■ What is being asked
All the data should be repeated exactly. Any image in it is left out.

■ Raw data
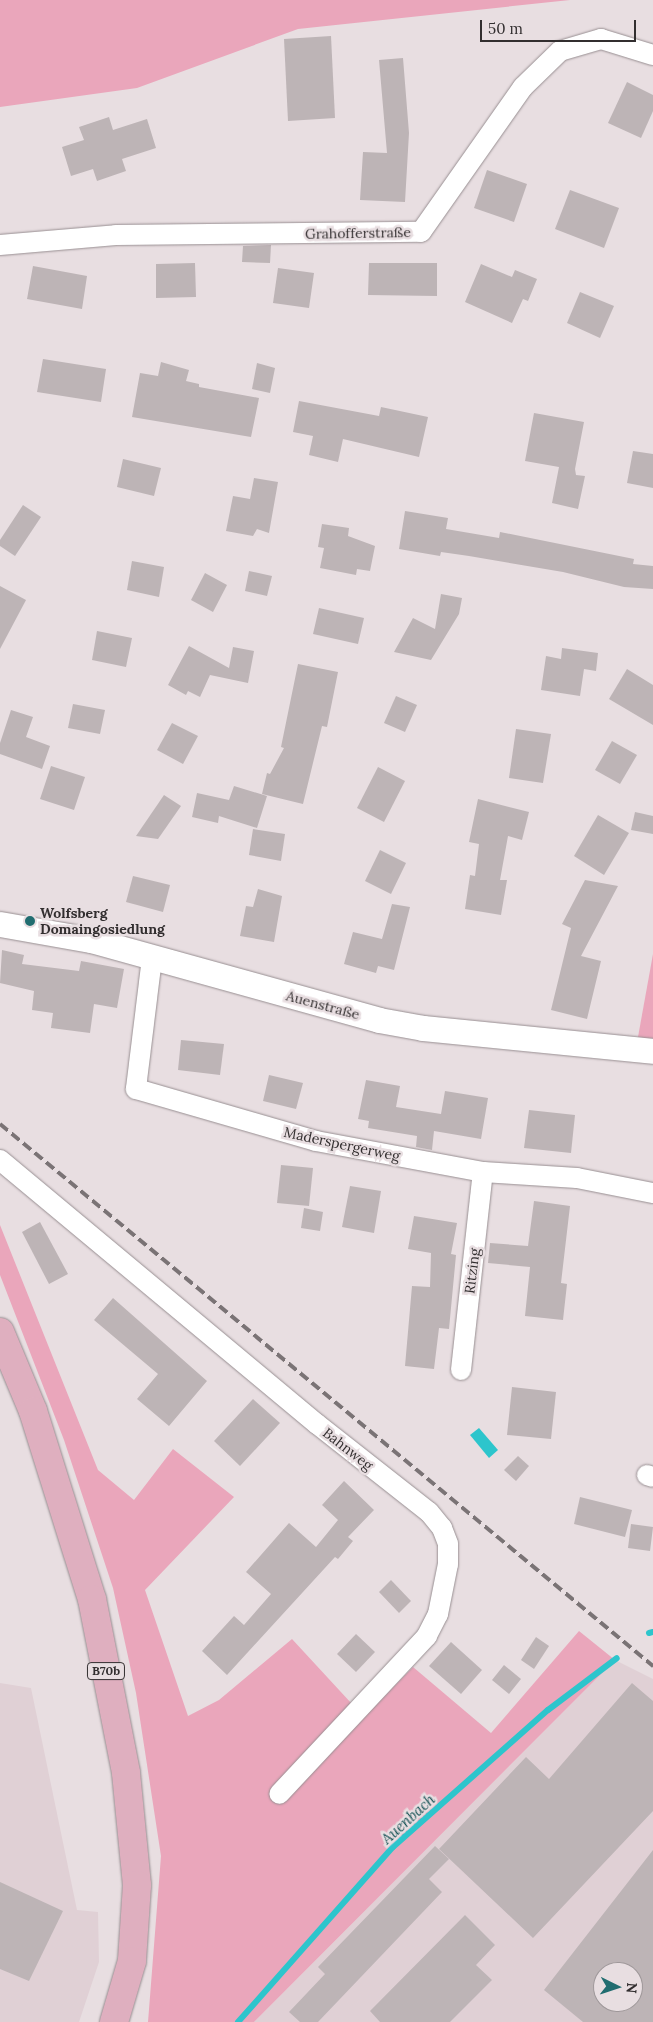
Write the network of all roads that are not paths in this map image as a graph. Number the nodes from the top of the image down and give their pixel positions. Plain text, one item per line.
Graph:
1 (653, 55) edge
2 (0, 245) edge
3 (0, 924) edge
4 (152, 958) junction
5 (653, 1051) edge
6 (0, 1160) edge
7 (484, 1172) junction
8 (653, 1194) edge
9 (0, 1332) edge
10 (461, 1370) dead end
11 (279, 1794) dead end
12 (114, 2022) edge

1 - 2 street, Grahofferstraße
3 - 4 street, Auenstraße
4 - 5 street, Auenstraße
4 - 7 street, Maderspergerweg
6 - 11 street, Bahnweg
7 - 8 street, Maderspergerweg
7 - 10 street, Ritzing
9 - 12 main road, B70b

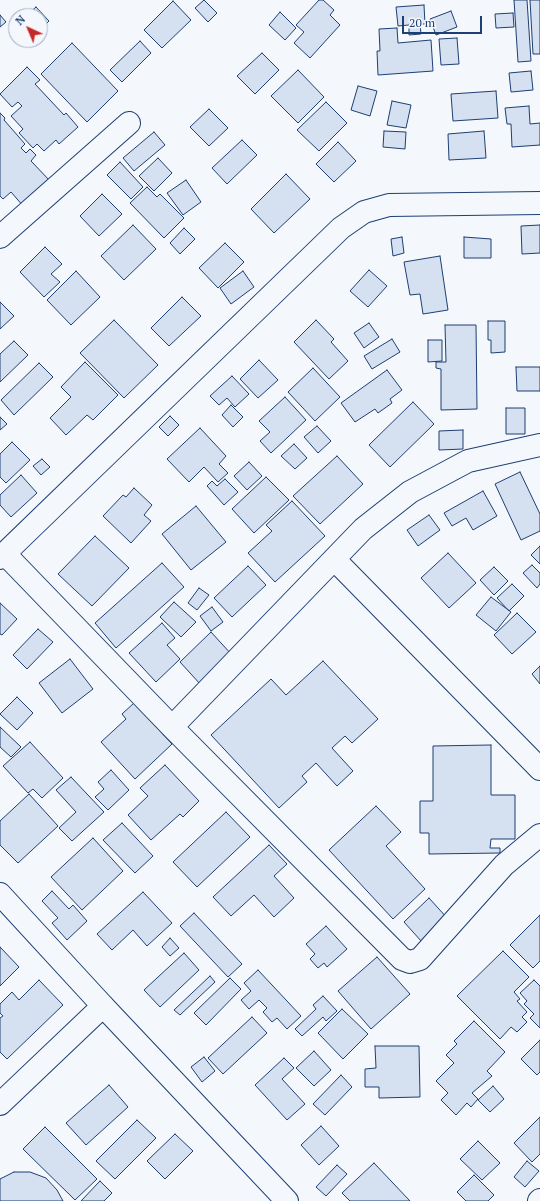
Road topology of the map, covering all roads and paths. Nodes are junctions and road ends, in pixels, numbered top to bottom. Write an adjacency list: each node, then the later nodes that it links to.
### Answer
1 (129, 123): 3 (street)
2 (540, 203): 5 (street)
3 (0, 237)
4 (540, 445): 6 (street)
5 (2, 556): 7 (street)
6 (334, 559): 7 (street); 8 (street)
7 (172, 727): 9 (street)
8 (540, 769)
9 (540, 836)
10 (0, 894): 11 (street)
11 (102, 1006): 12 (street); 13 (street)
12 (0, 1104)
13 (286, 1201)

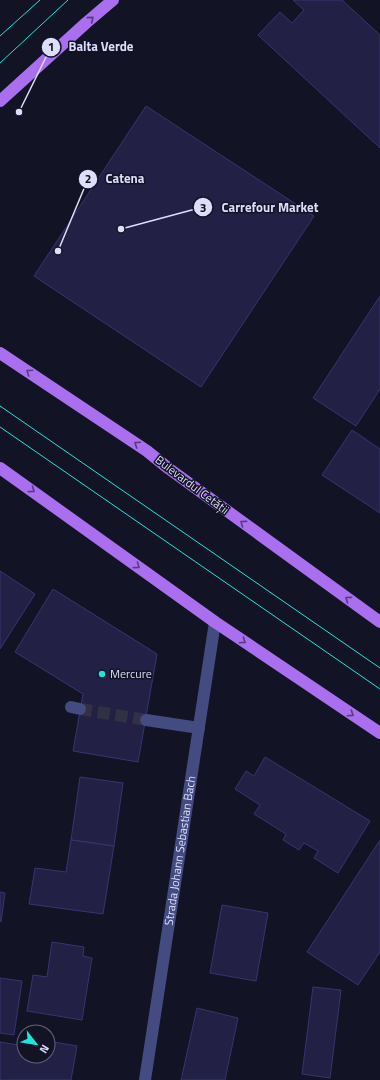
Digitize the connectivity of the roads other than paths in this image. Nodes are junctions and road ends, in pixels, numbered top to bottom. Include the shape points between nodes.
1 (113, 0) edge
2 (0, 101) edge
3 (0, 353) edge
4 (0, 468) edge
5 (215, 622) junction
6 (380, 622) edge
7 (146, 720) tunnel mouth
8 (199, 728) junction
9 (380, 733) edge
10 (145, 1080) edge

2 -> 1 main road
6 -> 3 main road, Bulevardul Cetății via 147,451
4 -> 5 main road
5 - 8 street, Strada Johann Sebastian Bach
5 -> 9 main road
7 - 8 street
8 - 10 street, Strada Johann Sebastian Bach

■ Output for this exercise
Write the network of all roads that are not paths in this map image as a graph. Number the nodes from the top of the image down and give their pixel positions. Plain text, one item per line.
Graph:
1 (653, 55) edge
2 (0, 245) edge
3 (0, 924) edge
4 (152, 958) junction
5 (653, 1051) edge
6 (0, 1160) edge
7 (484, 1172) junction
8 (653, 1194) edge
9 (0, 1332) edge
10 (461, 1370) dead end
11 (279, 1794) dead end
12 (114, 2022) edge

1 - 2 street, Grahofferstraße
3 - 4 street, Auenstraße
4 - 5 street, Auenstraße
4 - 7 street, Maderspergerweg
6 - 11 street, Bahnweg
7 - 8 street, Maderspergerweg
7 - 10 street, Ritzing
9 - 12 main road, B70b

Road topology of the map, covering all roads and paths. Nodes are junctions and road ends, in pixels, numbered top to bottom. Write an adjacency list: each node, then the later nodes that it links to.
### Answer
1 (129, 123): 3 (street)
2 (540, 203): 5 (street)
3 (0, 237)
4 (540, 445): 6 (street)
5 (2, 556): 7 (street)
6 (334, 559): 7 (street); 8 (street)
7 (172, 727): 9 (street)
8 (540, 769)
9 (540, 836)
10 (0, 894): 11 (street)
11 (102, 1006): 12 (street); 13 (street)
12 (0, 1104)
13 (286, 1201)

Digitize the connectivity of the roads other than paths in this image. Nodes are junctions and road ends, in pixels, numbered top to bottom. Include the shape points between nodes.
1 (113, 0) edge
2 (0, 101) edge
3 (0, 353) edge
4 (0, 468) edge
5 (215, 622) junction
6 (380, 622) edge
7 (146, 720) tunnel mouth
8 (199, 728) junction
9 (380, 733) edge
10 (145, 1080) edge

2 -> 1 main road
6 -> 3 main road, Bulevardul Cetății via 147,451
4 -> 5 main road
5 - 8 street, Strada Johann Sebastian Bach
5 -> 9 main road
7 - 8 street
8 - 10 street, Strada Johann Sebastian Bach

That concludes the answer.